I cannot do this with an LMA alone, because of the nature of the surgery – it’s a laparoscopic surgery. Belly pressures are going to go up; it’s a large patient, you’re going to have problems with reflux – those are contraindications for LMA. But I can use the LMA on the front end enough to get the endotracheal tube in there.

So the LMA goes in, then the aintree-loaded fibre optic goes in through the LMA via an adaptor that fits at the end of the LMA through which a surgeon can do bronchoscopy, meaning we can go in through the LMA. We take out the fibre optic, leaving just the LMA and the aintree in the airway. Very carefully we remove the LMA, without displacing the aintree. All we have in the airway at this point is an aintree catheter.
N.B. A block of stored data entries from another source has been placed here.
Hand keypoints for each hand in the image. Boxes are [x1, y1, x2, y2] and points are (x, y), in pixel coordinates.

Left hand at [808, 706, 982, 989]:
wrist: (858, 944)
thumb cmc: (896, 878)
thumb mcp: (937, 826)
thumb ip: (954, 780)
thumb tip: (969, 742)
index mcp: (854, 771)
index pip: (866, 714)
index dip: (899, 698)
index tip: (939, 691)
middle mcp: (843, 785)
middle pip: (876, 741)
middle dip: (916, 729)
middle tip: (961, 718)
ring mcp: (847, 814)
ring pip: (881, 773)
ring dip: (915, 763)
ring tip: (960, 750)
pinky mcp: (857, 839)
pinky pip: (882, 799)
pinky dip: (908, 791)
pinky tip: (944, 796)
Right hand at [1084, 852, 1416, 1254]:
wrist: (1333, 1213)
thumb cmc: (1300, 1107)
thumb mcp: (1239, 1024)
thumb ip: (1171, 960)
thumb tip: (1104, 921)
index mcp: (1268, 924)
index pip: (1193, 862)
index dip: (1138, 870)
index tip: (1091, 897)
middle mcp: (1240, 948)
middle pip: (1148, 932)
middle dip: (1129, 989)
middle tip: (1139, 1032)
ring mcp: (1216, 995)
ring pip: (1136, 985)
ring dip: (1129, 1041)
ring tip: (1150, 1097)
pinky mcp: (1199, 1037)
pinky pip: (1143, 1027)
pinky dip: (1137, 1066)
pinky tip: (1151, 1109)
On top of the aintree catheter we put an endotracheal tube, remove the aintree catheter and secure the airway. You can always verify the position of the endotracheal tube using a fibre-optic scope. Now we can put the patient flat, if we have to; we can put the patient head-down, head-up, whatever the surgeon requires. We don’t worry about it.

"Make sure you have a plan to reverse back out of the situation. You need a way to walk back along the plank, instead of jumping off into the shark-infested water." Dr Ashish Sinha

Do you think that the way forward for anaesthesiology is more people like you who are specialised in bariatrics, or more for general anaesthesiologists to learn more about the kind of things you’re doing?

There are a few societies that are devoted anaesthesiologists who are interested in increasing their expertise about this. One is the International Society for the Perioperative Care of the Obese Patient; people can become members and get information. We’re trying to create an active forum. If you have a question about a patient coming into your OR that you’re not familiar with, reach out to us.

We’re always available – even if you’re in eastern Europe and you’ve got a question you think we’d be able to help you with, shoot us off a question. I’d be happy for somebody to call me in the middle of the night and say, look, I have a problem, do you have a solution?

Email me and figure out a way to contact me, and I’ll say, this is what I’d do. Or this is what I wouldn’t do. That should work, but if that doesn’t work, make sure you’ve got a plan B and a plan C, and a plan to reverse back out of that situation. Wake the patient up.

Any damage you do at intubation is iatrogenic – caused by the physician. And you don’t want to be responsible for that. You need a way to walk back along the plank onto the ship, instead of jumping off into the shark-infested water.